(Dataset items)
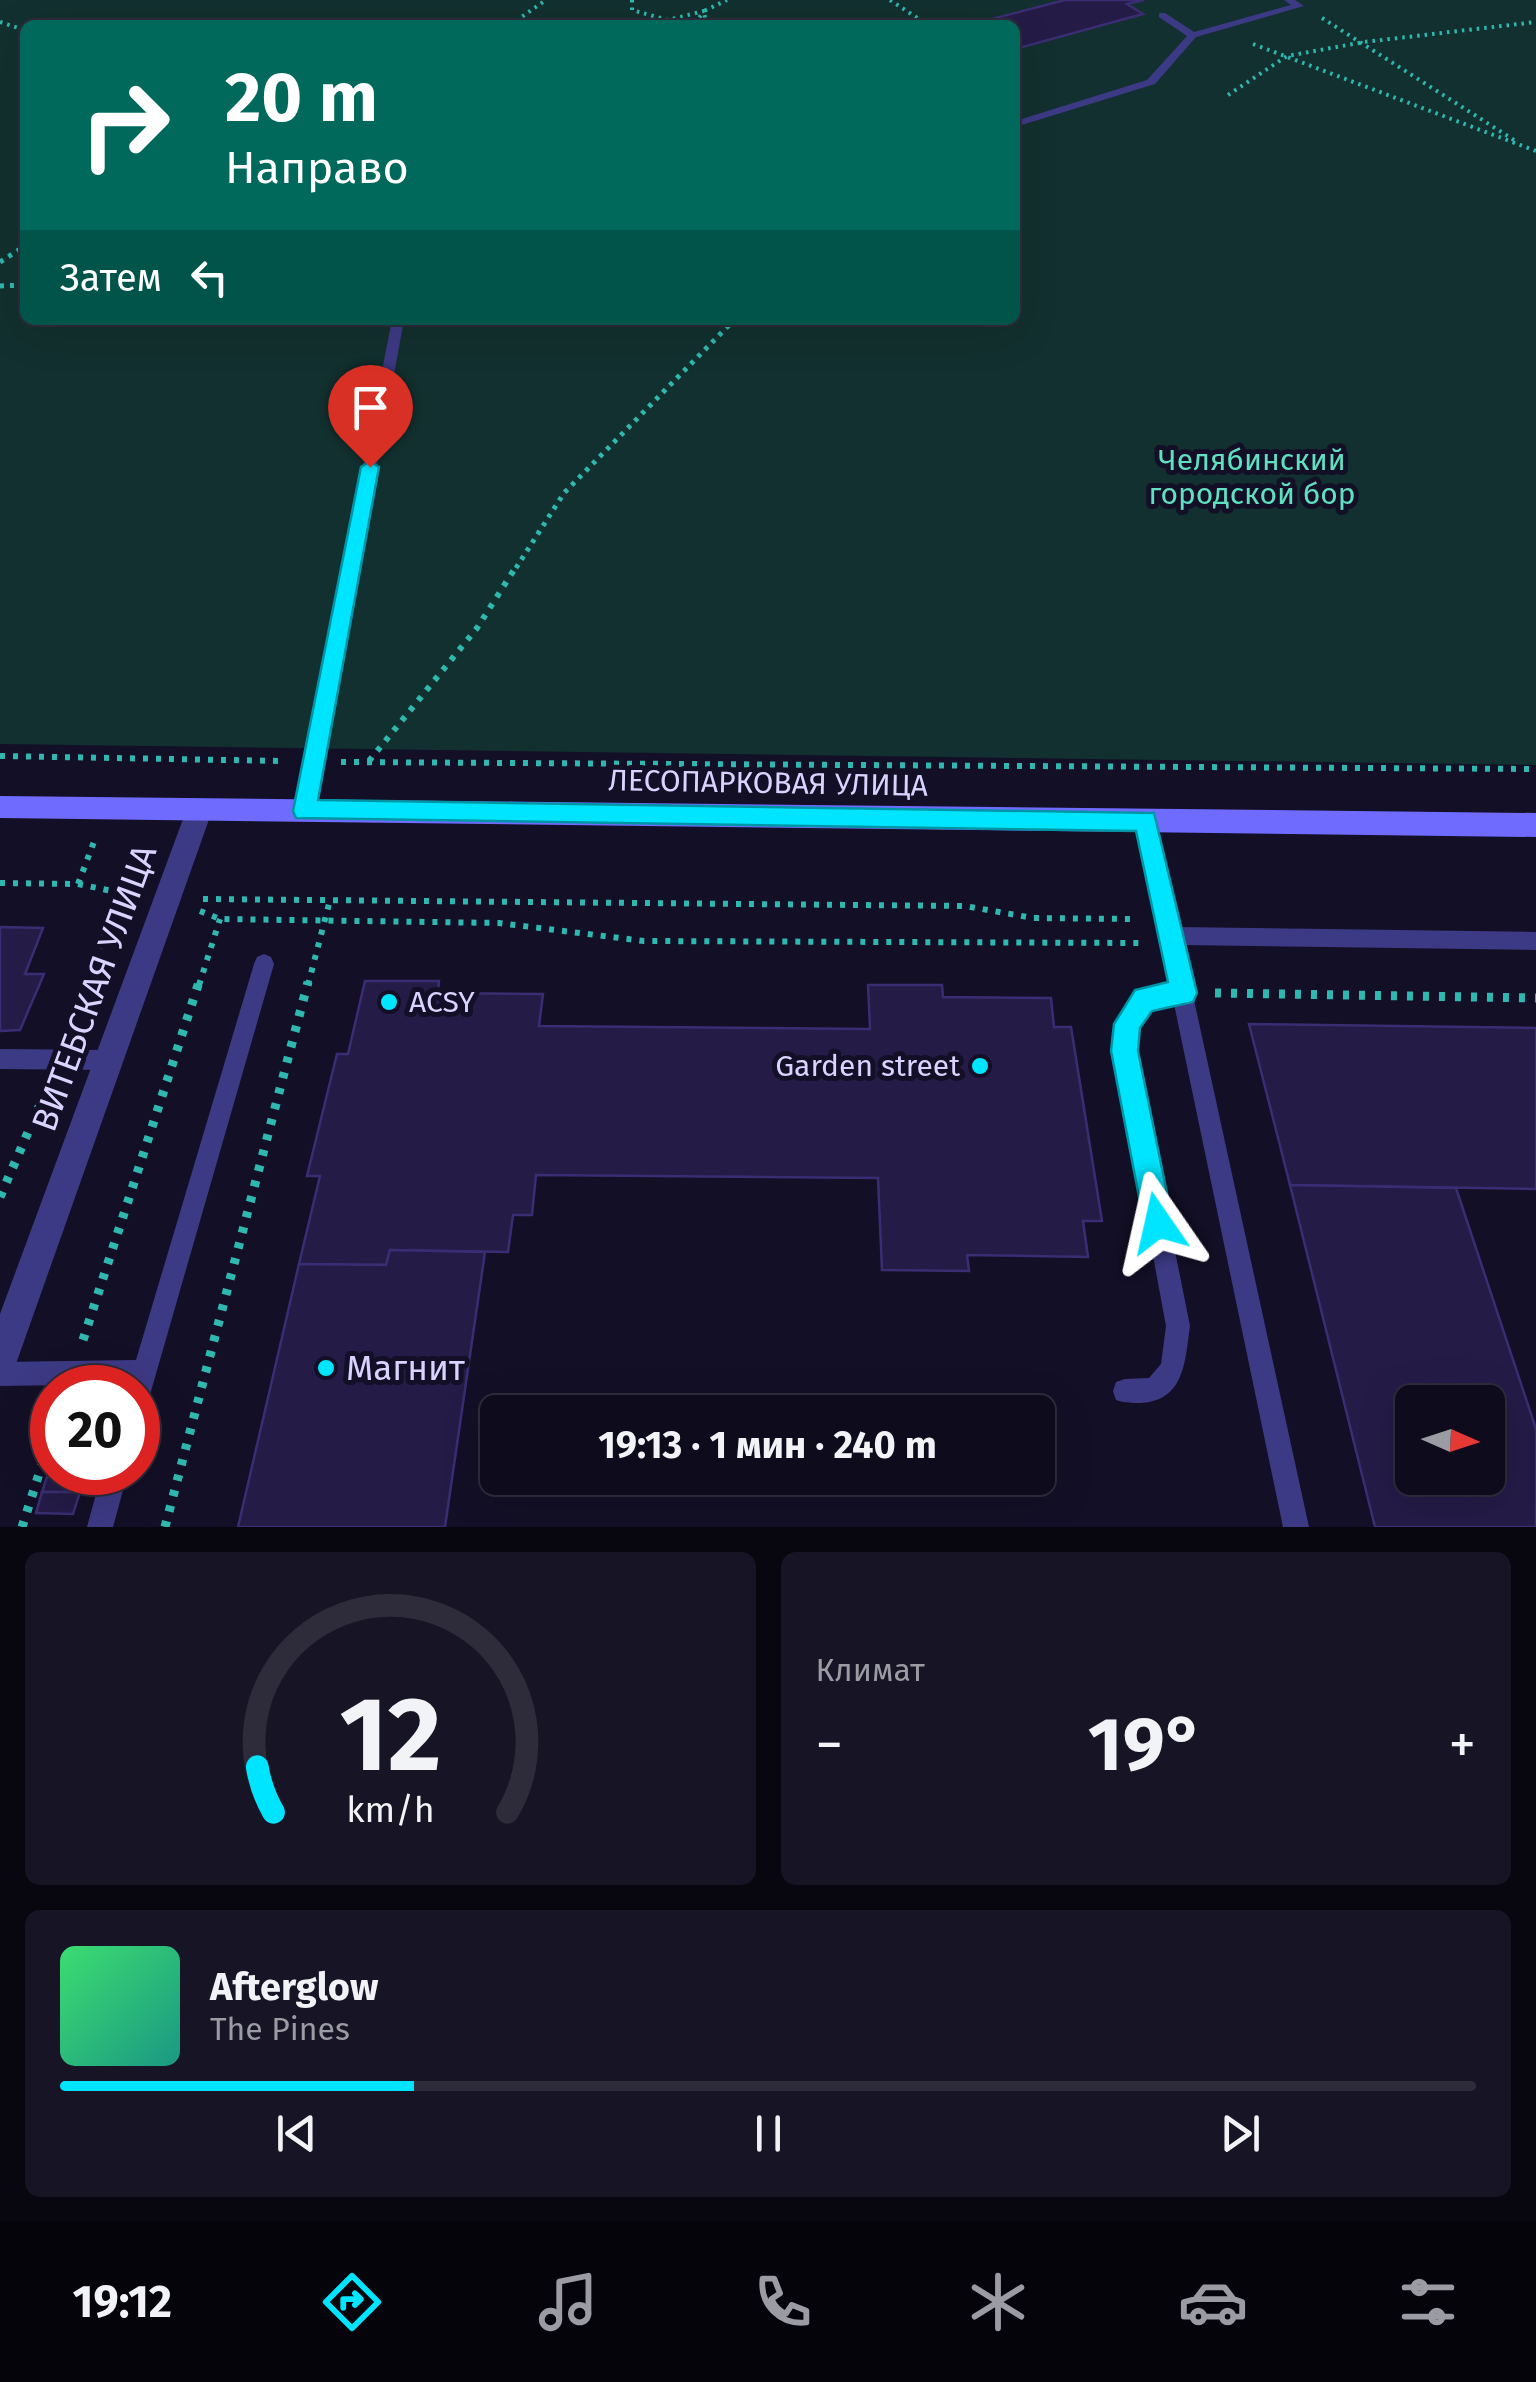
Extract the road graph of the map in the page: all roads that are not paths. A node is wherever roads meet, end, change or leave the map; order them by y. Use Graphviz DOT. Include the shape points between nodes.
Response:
graph roads {
  1 [pos="1294,3"];
  2 [pos="1162,15"];
  3 [pos="1193,35"];
  4 [pos="1020,122"];
  5 [pos="397,325"];
  6 [pos="0,807"];
  7 [pos="199,811"];
  8 [pos="304,811"];
  9 [pos="1145,820"];
  10 [pos="1536,825"];
  11 [pos="1168,928"];
  12 [pos="1536,941"];
  13 [pos="264,964"];
  14 [pos="1181,984"];
  15 [pos="0,1059"];
  16 [pos="107,1060"];
  17 [pos="12,1293"];
  18 [pos="0,1361"];
  19 [pos="147,1365"];
  20 [pos="0,1374"];
  21 [pos="30,1374"];
  22 [pos="1125,1390"];
  23 [pos="109,1495"];
  24 [pos="100,1527"];
  25 [pos="1296,1527"];
  1 -- 3 [label="lane"];
  2 -- 3 [label="lane"];
  3 -- 4 [label="lane" via="1151,82"];
  5 -- 8 [label="lane"];
  6 -- 7 [label="main road, ЛЕСОПАРКОВАЯ УЛИЦА"];
  7 -- 8 [label="main road, ЛЕСОПАРКОВАЯ УЛИЦА"];
  7 -- 16 [label="street, ВИТЕБСКАЯ УЛИЦА"];
  8 -- 9 [label="main road, ЛЕСОПАРКОВАЯ УЛИЦА"];
  9 -- 10 [label="main road, ЛЕСОПАРКОВАЯ УЛИЦА"];
  9 -- 11 [label="lane"];
  11 -- 12 [label="lane"];
  11 -- 14 [label="lane"];
  13 -- 19 [label="lane"];
  14 -- 22 [label="lane" via="1144,1000 1127,1024 1124,1051 1178,1326 1172,1369 1155,1390"];
  14 -- 25 [label="lane"];
  15 -- 16 [label="lane"];
  16 -- 17 [label="street, ВИТЕБСКАЯ УЛИЦА"];
  17 -- 18 [label="street, ВИТЕБСКАЯ УЛИЦА"];
  20 -- 21 [label="lane"];
  23 -- 24 [label="lane"];
}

> [DIRECTIONS]
Repeat the entries exactly, pictures left out.

> [WRITTEN RESPONSE]
Extract the road graph of the map in the page: all roads that are not paths. A node is wherever roads meet, end, change or leave the map; order them by y. Use Graphviz DOT. Include the shape points between nodes.
Response:
graph roads {
  1 [pos="1294,3"];
  2 [pos="1162,15"];
  3 [pos="1193,35"];
  4 [pos="1020,122"];
  5 [pos="397,325"];
  6 [pos="0,807"];
  7 [pos="199,811"];
  8 [pos="304,811"];
  9 [pos="1145,820"];
  10 [pos="1536,825"];
  11 [pos="1168,928"];
  12 [pos="1536,941"];
  13 [pos="264,964"];
  14 [pos="1181,984"];
  15 [pos="0,1059"];
  16 [pos="107,1060"];
  17 [pos="12,1293"];
  18 [pos="0,1361"];
  19 [pos="147,1365"];
  20 [pos="0,1374"];
  21 [pos="30,1374"];
  22 [pos="1125,1390"];
  23 [pos="109,1495"];
  24 [pos="100,1527"];
  25 [pos="1296,1527"];
  1 -- 3 [label="lane"];
  2 -- 3 [label="lane"];
  3 -- 4 [label="lane" via="1151,82"];
  5 -- 8 [label="lane"];
  6 -- 7 [label="main road, ЛЕСОПАРКОВАЯ УЛИЦА"];
  7 -- 8 [label="main road, ЛЕСОПАРКОВАЯ УЛИЦА"];
  7 -- 16 [label="street, ВИТЕБСКАЯ УЛИЦА"];
  8 -- 9 [label="main road, ЛЕСОПАРКОВАЯ УЛИЦА"];
  9 -- 10 [label="main road, ЛЕСОПАРКОВАЯ УЛИЦА"];
  9 -- 11 [label="lane"];
  11 -- 12 [label="lane"];
  11 -- 14 [label="lane"];
  13 -- 19 [label="lane"];
  14 -- 22 [label="lane" via="1144,1000 1127,1024 1124,1051 1178,1326 1172,1369 1155,1390"];
  14 -- 25 [label="lane"];
  15 -- 16 [label="lane"];
  16 -- 17 [label="street, ВИТЕБСКАЯ УЛИЦА"];
  17 -- 18 [label="street, ВИТЕБСКАЯ УЛИЦА"];
  20 -- 21 [label="lane"];
  23 -- 24 [label="lane"];
}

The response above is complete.